New on Rare Disease Advisor SCD: Patients With SCD Report Improved Overall Health After Voxelotor Treatment

Patients With SCD Report Improved Overall Health After Voxelotor Treatment

Voxelotor treatment may have a positive impact on the way patients with sickle cell disease (SCD) perceive their health-related quality of life, improving both their physical and social functioning, according to a retrospective open-label study recently published in the Journal of Investigative Medicine.

Clinical manifestations of SCD vary in severity, with many patients reporting a range of symptoms such as chronic pain and fatigue, which can affect their functioning and overall health.

“Therefore, in addition to measuring treatment-related physiological and symptomatic effects, it is important to assess whether clinical benefits translate to more holistic improvements in a patient’s health status,” the authors of the study wrote.


Voxelotor (Oxbryta®) inhibits sickle hemoglobin polymerization. Previous studies have demonstrated improvements in objective laboratory markers such as hemoglobin concentrations, indirect bilirubin levels, and lactate dehydrogenase levels, as well as on the Clinical Global Impression of Change scale (CGI-C), a validated assessment tool to measure how physicians perceive overall functioning before and after treatment initiation.

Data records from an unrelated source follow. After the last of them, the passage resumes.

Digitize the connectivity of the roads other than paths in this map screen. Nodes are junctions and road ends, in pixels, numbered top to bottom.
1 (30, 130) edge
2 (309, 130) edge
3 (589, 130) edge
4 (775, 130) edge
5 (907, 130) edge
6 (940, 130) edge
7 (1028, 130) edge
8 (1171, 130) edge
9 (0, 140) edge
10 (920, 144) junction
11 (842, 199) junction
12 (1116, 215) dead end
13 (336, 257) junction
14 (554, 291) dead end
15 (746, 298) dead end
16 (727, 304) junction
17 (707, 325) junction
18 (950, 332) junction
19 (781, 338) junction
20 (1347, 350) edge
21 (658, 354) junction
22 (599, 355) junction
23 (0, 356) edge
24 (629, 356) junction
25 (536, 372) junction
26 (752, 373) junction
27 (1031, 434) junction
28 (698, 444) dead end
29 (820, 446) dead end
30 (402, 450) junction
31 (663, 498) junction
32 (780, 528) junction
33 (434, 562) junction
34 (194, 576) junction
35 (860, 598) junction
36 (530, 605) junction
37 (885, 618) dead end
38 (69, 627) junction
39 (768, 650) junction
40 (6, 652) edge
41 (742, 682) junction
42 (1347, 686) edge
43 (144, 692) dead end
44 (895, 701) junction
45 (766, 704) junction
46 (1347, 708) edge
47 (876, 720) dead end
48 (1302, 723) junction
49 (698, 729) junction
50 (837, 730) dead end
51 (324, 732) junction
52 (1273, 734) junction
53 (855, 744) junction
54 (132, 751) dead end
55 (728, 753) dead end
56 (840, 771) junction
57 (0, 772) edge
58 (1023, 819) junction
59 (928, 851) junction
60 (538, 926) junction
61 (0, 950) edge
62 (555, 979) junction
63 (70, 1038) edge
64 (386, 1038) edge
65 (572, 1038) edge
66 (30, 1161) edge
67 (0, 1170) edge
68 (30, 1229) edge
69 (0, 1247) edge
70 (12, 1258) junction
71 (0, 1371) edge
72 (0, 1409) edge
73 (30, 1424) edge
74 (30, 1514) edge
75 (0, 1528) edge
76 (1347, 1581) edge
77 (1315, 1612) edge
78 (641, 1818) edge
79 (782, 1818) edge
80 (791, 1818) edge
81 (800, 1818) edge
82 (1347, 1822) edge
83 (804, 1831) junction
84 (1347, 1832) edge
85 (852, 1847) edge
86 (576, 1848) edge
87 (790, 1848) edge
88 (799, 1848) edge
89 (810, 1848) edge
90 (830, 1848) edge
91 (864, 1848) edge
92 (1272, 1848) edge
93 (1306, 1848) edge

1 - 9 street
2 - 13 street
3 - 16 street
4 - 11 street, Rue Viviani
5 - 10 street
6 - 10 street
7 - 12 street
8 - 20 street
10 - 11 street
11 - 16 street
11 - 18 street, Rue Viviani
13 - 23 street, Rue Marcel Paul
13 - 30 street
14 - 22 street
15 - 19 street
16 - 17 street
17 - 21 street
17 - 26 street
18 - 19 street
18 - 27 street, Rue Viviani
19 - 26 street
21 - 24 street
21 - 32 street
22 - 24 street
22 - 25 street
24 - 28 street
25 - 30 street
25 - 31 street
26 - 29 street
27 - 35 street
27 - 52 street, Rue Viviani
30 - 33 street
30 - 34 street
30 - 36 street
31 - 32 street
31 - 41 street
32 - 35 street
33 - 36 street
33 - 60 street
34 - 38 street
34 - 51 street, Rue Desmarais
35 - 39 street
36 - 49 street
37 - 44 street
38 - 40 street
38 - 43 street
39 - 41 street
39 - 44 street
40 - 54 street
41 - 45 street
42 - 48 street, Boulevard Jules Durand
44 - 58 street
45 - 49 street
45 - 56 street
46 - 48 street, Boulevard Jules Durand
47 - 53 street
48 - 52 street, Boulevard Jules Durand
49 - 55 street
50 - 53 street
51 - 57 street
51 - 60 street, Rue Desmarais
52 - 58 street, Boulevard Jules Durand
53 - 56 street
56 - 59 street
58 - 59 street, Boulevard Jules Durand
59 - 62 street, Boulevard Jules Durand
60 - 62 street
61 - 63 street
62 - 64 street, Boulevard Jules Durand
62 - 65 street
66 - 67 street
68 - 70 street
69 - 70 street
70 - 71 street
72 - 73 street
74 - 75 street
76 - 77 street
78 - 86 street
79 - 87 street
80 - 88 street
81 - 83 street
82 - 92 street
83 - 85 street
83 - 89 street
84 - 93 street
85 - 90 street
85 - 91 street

The authors collected data from 23 patients with SCD treated with voxelotor at the University of Texas Comprehensive Sickle Cell Center in Houston, Texas, and measured the overall patient status using both the CGI-C and the Patient Global Impression of Change scale (PGI-C), which rates how patients perceive improvement after treatment as “very much improved,” “much improved,” “minimally improved,” “no change,” “worse,” “much worse,” or “very much worse.” Hemoglobin concentrations and reticulocyte percentages before and after treatment were also measured.

Over 90% of patients reported some degree of improvement on the PGI-C, with 70% of them reporting their condition as very much improved and approximately 20% as minimally improved. Less than 10% reported no change, and none reported worsening. The results correlated with those of the CGI-C, which reported that over 80% of patients were perceived as very much improved, 13% as minimally improved, and only 4% as no change.